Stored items

⁂

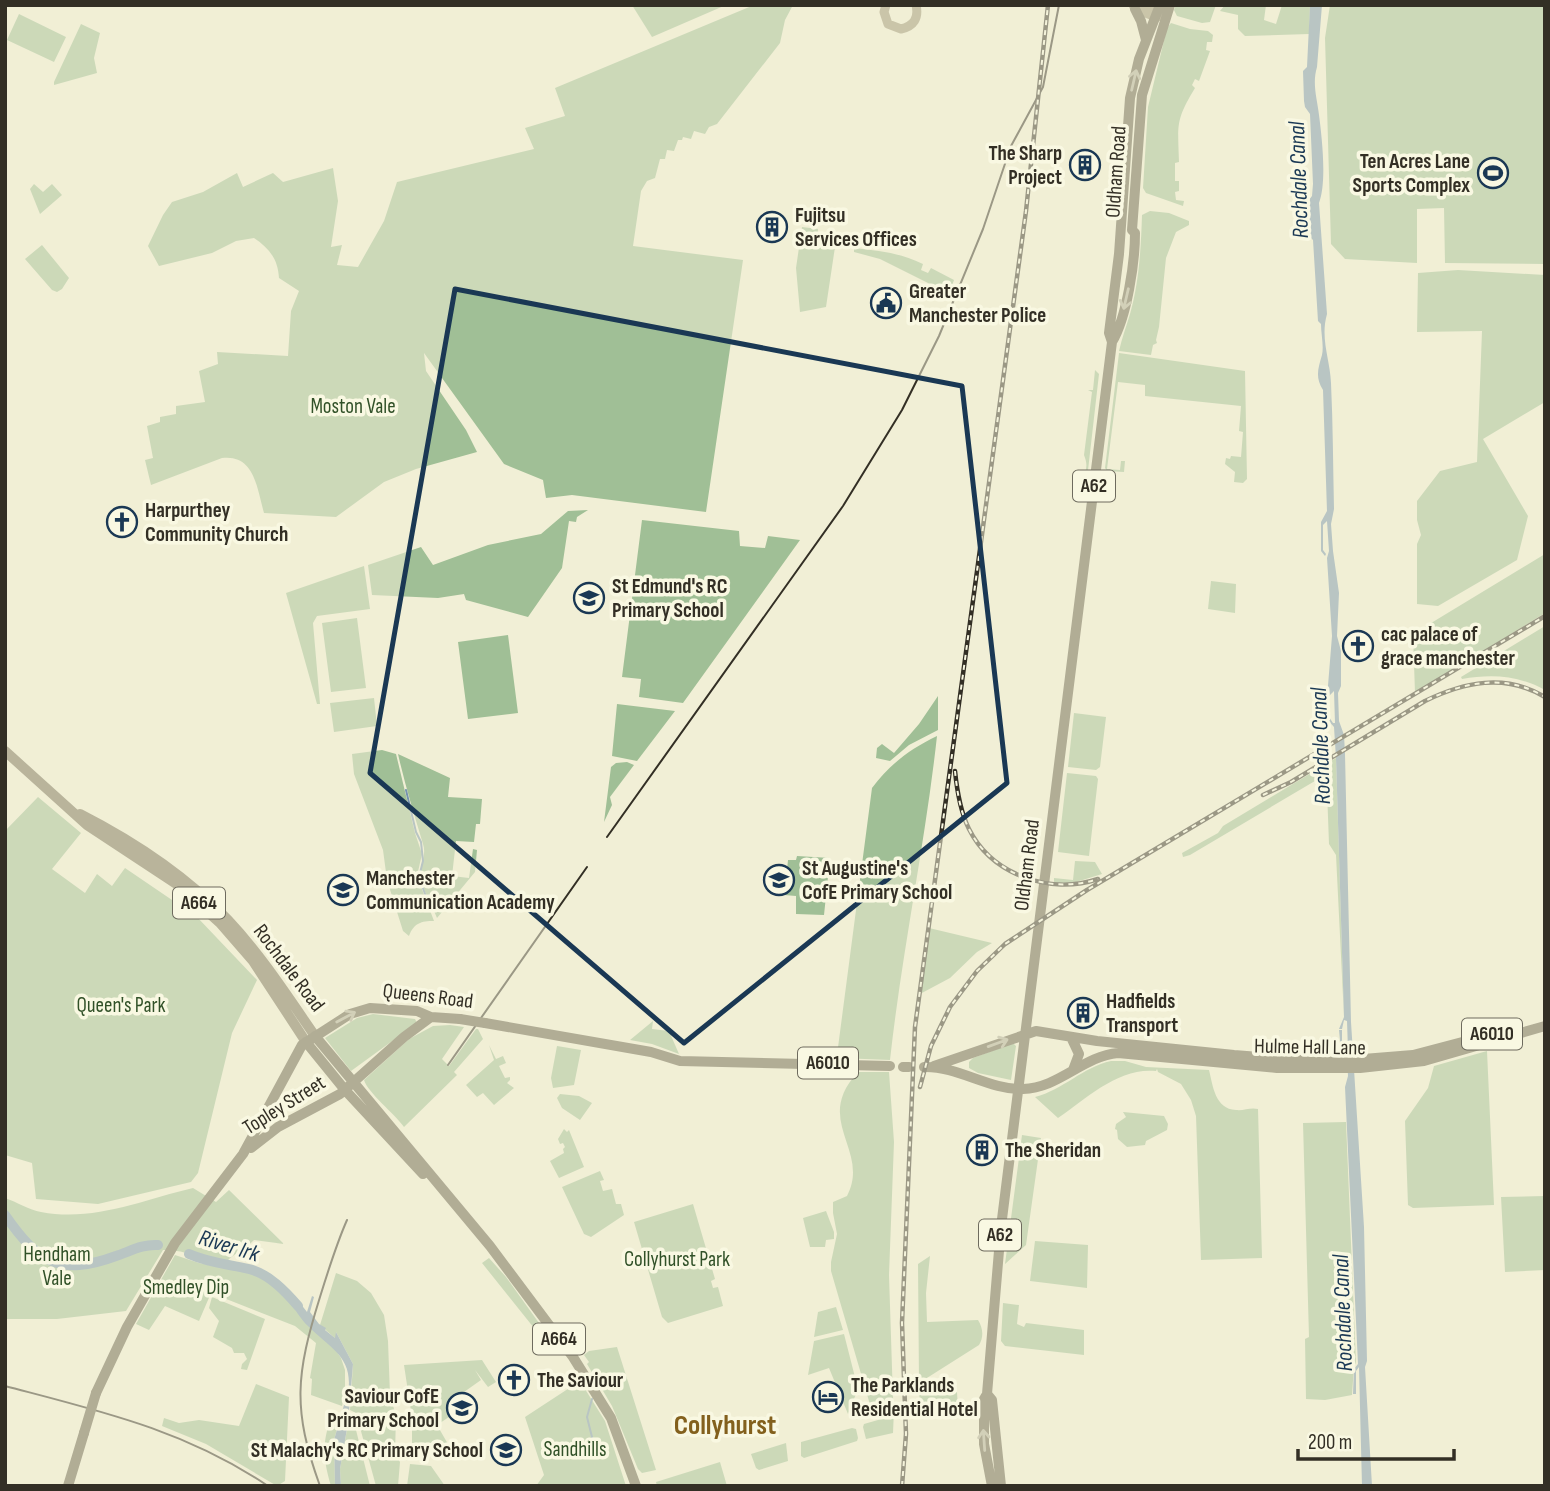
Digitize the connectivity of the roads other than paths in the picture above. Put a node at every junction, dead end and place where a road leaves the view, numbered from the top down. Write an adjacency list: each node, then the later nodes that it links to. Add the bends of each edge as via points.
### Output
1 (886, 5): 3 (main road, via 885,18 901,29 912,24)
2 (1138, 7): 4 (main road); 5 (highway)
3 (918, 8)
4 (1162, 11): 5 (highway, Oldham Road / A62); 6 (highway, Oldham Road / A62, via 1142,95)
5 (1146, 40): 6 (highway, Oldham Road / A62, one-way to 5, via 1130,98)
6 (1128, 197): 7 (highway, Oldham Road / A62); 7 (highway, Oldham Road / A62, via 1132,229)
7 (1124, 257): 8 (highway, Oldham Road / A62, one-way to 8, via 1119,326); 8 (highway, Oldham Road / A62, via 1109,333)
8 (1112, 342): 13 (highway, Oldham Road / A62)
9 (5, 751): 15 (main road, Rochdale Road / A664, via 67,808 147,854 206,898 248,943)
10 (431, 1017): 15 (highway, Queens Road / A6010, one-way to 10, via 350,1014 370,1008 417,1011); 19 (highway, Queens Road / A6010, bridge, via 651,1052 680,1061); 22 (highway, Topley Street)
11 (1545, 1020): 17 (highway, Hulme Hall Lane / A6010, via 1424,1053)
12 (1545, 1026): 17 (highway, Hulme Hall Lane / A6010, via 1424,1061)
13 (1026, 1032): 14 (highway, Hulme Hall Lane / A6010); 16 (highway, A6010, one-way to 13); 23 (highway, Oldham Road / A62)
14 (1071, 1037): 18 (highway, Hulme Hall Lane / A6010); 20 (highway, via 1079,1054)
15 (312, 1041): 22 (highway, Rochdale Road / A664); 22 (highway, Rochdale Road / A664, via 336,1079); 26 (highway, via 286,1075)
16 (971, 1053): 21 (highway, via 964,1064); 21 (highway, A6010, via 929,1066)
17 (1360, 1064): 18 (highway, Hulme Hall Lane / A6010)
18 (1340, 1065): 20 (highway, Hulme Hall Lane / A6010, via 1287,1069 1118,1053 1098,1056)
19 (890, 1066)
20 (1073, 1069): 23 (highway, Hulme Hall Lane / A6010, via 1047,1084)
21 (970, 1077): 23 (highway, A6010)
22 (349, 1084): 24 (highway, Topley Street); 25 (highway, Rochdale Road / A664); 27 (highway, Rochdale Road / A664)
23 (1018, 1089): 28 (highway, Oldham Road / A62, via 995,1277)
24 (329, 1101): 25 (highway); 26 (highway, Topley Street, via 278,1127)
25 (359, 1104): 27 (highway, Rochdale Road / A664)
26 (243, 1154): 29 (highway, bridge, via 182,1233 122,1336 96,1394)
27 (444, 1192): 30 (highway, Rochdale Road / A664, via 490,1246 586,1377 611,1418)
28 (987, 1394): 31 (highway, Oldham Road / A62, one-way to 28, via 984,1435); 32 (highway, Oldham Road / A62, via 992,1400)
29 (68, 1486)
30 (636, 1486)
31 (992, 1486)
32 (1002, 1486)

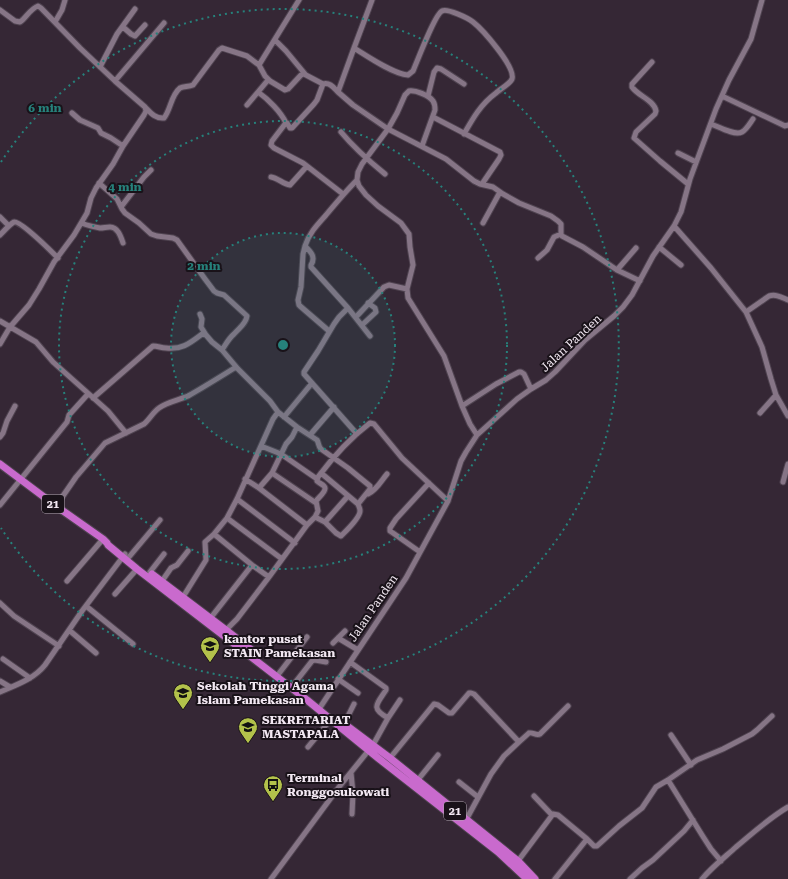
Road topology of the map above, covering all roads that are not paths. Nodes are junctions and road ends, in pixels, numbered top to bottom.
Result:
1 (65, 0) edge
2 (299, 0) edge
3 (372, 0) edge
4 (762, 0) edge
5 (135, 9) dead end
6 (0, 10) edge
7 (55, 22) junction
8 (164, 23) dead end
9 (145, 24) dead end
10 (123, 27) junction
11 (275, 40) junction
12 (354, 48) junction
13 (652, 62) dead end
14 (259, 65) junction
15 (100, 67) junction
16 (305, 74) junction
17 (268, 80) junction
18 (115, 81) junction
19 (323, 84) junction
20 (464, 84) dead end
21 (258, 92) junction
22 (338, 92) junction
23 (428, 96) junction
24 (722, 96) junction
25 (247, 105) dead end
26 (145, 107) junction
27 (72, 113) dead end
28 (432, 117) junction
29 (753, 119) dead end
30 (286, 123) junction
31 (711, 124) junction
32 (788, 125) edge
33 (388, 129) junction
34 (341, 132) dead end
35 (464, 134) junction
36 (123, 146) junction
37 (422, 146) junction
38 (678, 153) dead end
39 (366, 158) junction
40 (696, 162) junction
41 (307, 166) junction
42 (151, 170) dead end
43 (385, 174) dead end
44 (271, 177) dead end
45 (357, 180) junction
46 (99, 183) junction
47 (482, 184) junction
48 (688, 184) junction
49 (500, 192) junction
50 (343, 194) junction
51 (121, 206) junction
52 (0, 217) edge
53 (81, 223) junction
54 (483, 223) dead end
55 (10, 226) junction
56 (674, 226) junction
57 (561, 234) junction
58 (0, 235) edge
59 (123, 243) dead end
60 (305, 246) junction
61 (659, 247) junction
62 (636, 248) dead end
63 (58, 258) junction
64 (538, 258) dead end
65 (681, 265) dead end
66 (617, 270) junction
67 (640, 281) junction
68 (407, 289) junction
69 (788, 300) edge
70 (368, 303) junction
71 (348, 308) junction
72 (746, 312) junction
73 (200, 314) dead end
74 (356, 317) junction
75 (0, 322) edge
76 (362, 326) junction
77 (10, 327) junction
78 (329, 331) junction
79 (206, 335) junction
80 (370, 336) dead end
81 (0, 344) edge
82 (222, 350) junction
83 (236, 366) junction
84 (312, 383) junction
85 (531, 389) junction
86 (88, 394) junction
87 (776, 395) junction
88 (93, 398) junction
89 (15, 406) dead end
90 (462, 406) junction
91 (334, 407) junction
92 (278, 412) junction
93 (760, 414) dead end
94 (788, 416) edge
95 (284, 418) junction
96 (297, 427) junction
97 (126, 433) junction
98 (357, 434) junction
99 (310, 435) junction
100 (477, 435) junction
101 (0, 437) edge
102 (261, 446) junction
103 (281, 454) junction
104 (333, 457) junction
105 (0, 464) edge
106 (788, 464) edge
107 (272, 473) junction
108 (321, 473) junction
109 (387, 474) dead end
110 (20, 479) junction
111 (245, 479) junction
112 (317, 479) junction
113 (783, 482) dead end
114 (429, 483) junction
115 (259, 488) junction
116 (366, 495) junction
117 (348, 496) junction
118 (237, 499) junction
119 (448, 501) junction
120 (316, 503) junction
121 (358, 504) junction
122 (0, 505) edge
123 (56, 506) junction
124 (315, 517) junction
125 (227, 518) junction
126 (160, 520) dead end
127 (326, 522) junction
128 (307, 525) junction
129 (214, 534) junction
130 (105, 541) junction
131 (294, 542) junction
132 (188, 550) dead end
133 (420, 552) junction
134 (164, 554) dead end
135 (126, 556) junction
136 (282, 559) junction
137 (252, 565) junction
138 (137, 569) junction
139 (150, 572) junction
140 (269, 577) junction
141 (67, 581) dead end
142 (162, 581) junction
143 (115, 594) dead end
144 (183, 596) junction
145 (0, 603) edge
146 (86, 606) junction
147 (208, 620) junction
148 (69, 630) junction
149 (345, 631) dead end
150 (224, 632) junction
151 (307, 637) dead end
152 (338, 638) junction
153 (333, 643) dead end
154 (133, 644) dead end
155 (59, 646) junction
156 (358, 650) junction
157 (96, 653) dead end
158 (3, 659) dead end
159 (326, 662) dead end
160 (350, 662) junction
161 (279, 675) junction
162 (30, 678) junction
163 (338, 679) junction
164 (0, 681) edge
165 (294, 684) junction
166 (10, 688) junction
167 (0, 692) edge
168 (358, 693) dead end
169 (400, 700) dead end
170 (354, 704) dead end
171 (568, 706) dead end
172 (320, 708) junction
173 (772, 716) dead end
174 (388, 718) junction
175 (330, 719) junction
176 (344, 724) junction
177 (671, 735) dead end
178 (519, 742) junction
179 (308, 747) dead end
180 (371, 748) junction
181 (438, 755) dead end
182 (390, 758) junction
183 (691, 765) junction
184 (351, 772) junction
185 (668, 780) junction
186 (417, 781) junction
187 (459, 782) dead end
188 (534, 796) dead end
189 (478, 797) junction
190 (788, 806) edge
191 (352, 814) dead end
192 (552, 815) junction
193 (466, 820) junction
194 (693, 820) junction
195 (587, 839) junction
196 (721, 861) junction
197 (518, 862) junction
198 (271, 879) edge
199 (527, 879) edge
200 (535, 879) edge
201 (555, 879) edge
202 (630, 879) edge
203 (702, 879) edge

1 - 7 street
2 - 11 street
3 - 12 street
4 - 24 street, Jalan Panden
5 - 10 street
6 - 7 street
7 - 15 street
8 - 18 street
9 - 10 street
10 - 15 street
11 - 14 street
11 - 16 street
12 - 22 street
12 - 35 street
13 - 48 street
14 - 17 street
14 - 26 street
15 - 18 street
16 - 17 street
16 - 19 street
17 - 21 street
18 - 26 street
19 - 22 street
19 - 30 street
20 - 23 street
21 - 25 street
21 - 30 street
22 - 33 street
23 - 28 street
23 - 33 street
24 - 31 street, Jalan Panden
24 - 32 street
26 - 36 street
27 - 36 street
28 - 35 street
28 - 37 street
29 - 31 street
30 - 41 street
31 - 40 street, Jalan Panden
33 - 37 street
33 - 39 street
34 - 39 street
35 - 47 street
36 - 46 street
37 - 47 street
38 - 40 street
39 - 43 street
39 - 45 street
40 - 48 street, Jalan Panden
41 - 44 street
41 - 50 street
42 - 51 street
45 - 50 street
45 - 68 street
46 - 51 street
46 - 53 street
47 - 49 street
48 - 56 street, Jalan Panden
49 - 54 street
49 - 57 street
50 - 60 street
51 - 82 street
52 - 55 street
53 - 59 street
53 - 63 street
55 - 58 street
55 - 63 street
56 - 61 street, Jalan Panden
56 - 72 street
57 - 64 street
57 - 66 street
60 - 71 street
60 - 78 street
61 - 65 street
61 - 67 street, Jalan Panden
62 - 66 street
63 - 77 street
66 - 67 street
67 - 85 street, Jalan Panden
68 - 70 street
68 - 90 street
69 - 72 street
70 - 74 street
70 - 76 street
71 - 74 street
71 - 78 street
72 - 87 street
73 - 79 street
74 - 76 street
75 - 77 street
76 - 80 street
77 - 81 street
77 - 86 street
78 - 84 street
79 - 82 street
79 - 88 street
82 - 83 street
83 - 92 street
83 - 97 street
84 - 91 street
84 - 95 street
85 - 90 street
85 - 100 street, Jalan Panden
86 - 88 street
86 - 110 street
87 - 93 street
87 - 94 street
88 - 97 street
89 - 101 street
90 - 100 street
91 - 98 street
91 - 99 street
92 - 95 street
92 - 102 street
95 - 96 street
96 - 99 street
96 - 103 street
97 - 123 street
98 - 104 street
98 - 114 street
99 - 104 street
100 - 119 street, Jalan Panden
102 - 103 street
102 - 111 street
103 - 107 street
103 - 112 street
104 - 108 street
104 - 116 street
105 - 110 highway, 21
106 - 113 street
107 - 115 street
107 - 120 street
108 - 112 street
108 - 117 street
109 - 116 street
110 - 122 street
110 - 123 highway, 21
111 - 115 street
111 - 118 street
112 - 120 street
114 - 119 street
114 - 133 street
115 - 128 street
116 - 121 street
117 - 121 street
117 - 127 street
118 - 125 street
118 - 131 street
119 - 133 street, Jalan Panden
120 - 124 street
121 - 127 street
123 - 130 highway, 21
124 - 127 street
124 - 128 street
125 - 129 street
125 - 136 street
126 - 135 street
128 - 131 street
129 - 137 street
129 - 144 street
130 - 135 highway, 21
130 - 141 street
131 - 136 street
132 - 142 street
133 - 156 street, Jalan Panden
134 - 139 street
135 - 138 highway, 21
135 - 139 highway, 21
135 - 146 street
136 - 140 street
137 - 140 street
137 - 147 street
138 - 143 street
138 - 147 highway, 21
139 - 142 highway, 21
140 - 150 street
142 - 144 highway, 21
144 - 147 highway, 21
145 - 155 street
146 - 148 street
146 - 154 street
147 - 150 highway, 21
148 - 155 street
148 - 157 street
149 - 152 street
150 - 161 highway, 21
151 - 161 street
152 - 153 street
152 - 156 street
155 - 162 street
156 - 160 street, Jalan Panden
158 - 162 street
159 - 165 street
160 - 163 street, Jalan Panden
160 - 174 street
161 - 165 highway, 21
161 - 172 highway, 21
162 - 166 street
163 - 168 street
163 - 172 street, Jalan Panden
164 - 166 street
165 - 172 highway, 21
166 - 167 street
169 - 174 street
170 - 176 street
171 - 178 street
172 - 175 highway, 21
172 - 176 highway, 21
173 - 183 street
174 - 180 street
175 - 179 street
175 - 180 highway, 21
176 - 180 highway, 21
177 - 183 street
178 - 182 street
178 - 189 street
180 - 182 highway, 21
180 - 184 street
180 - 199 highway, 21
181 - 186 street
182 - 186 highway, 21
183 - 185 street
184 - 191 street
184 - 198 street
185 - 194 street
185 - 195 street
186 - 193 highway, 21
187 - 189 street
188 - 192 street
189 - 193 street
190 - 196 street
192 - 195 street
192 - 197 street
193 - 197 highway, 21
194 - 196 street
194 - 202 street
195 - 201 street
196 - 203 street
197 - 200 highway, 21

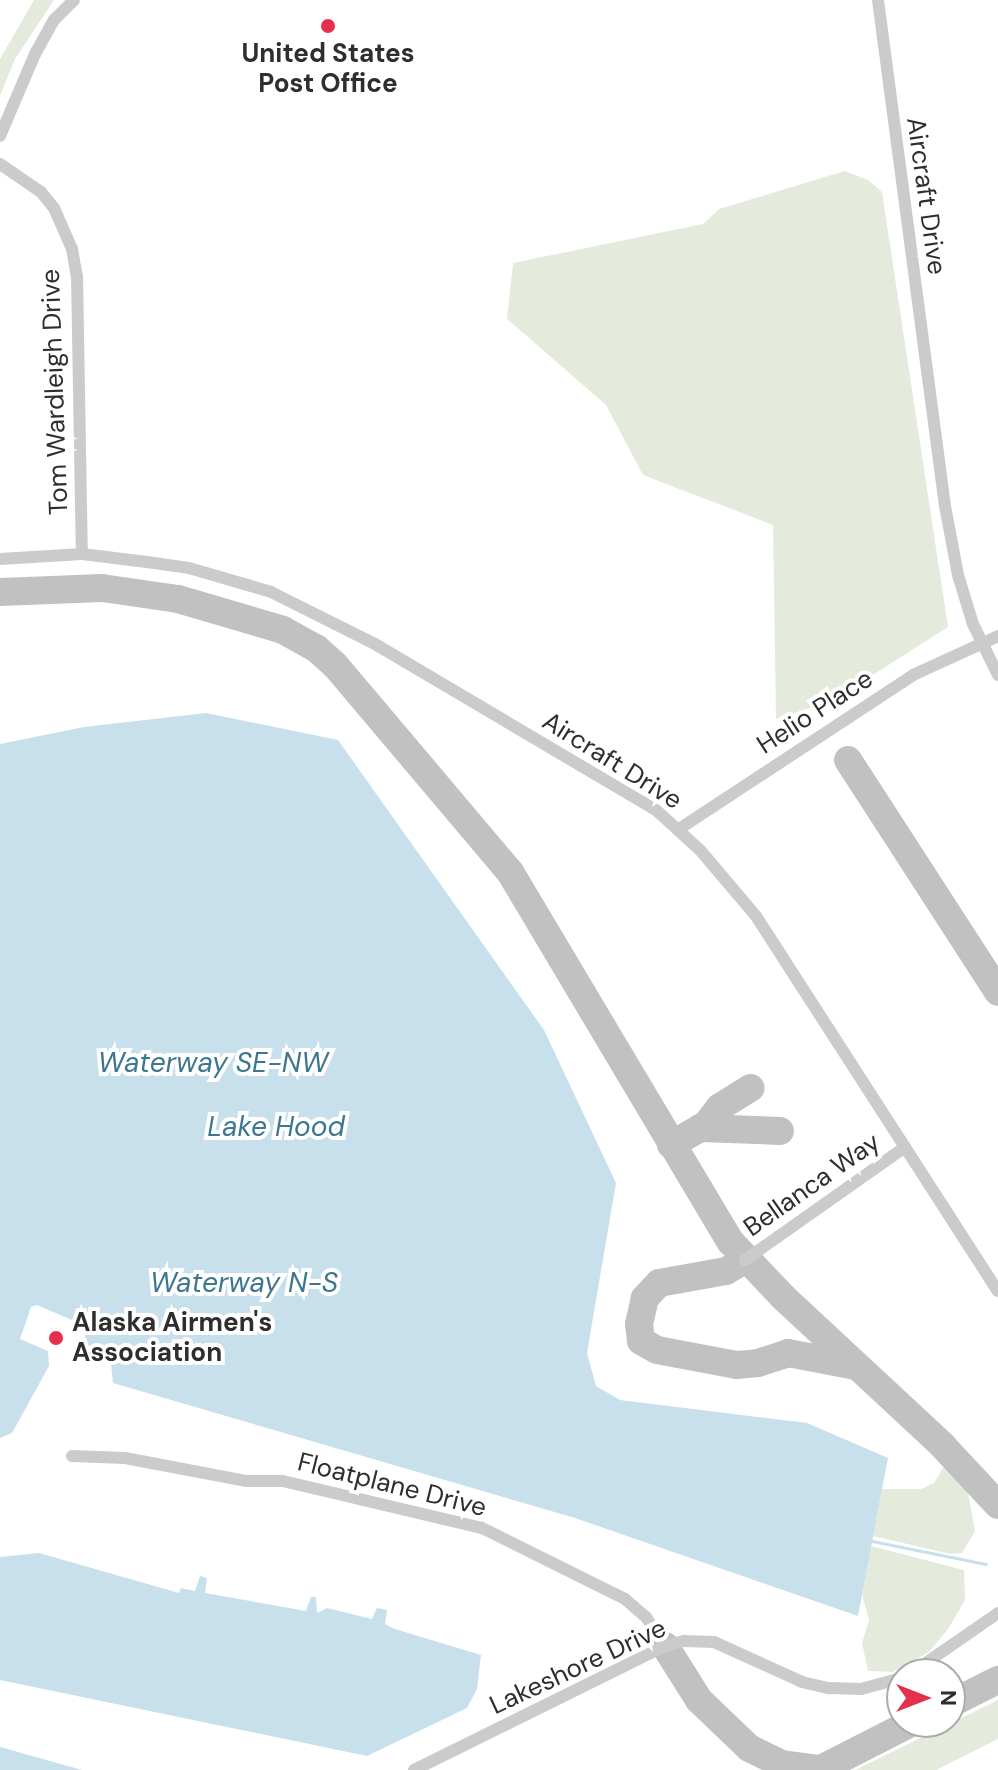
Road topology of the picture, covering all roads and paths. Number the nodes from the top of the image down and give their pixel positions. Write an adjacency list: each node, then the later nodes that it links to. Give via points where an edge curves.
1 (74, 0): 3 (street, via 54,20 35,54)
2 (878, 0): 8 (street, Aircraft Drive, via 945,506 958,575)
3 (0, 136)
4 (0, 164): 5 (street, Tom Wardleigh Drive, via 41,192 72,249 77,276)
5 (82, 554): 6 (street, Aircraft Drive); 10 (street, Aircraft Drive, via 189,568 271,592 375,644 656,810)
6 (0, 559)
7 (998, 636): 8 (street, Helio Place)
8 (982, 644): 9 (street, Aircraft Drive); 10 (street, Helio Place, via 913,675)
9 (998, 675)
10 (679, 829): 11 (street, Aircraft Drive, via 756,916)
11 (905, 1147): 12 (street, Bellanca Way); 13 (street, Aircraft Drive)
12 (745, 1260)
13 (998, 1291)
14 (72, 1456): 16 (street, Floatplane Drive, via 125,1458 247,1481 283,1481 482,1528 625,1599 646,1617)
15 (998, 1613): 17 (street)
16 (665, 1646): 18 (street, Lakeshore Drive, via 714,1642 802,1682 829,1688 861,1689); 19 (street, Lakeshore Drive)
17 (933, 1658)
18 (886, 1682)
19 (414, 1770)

⁂

■ EXERCISE REQUIREMENTS
Look through the entries. Copy out each line with "main" in it.

■ RESULT FOR THIS EXERCISE
1 (886, 5): 3 (main road, via 885,18 901,29 912,24)
2 (1138, 7): 4 (main road); 5 (highway)
9 (5, 751): 15 (main road, Rochdale Road / A664, via 67,808 147,854 206,898 248,943)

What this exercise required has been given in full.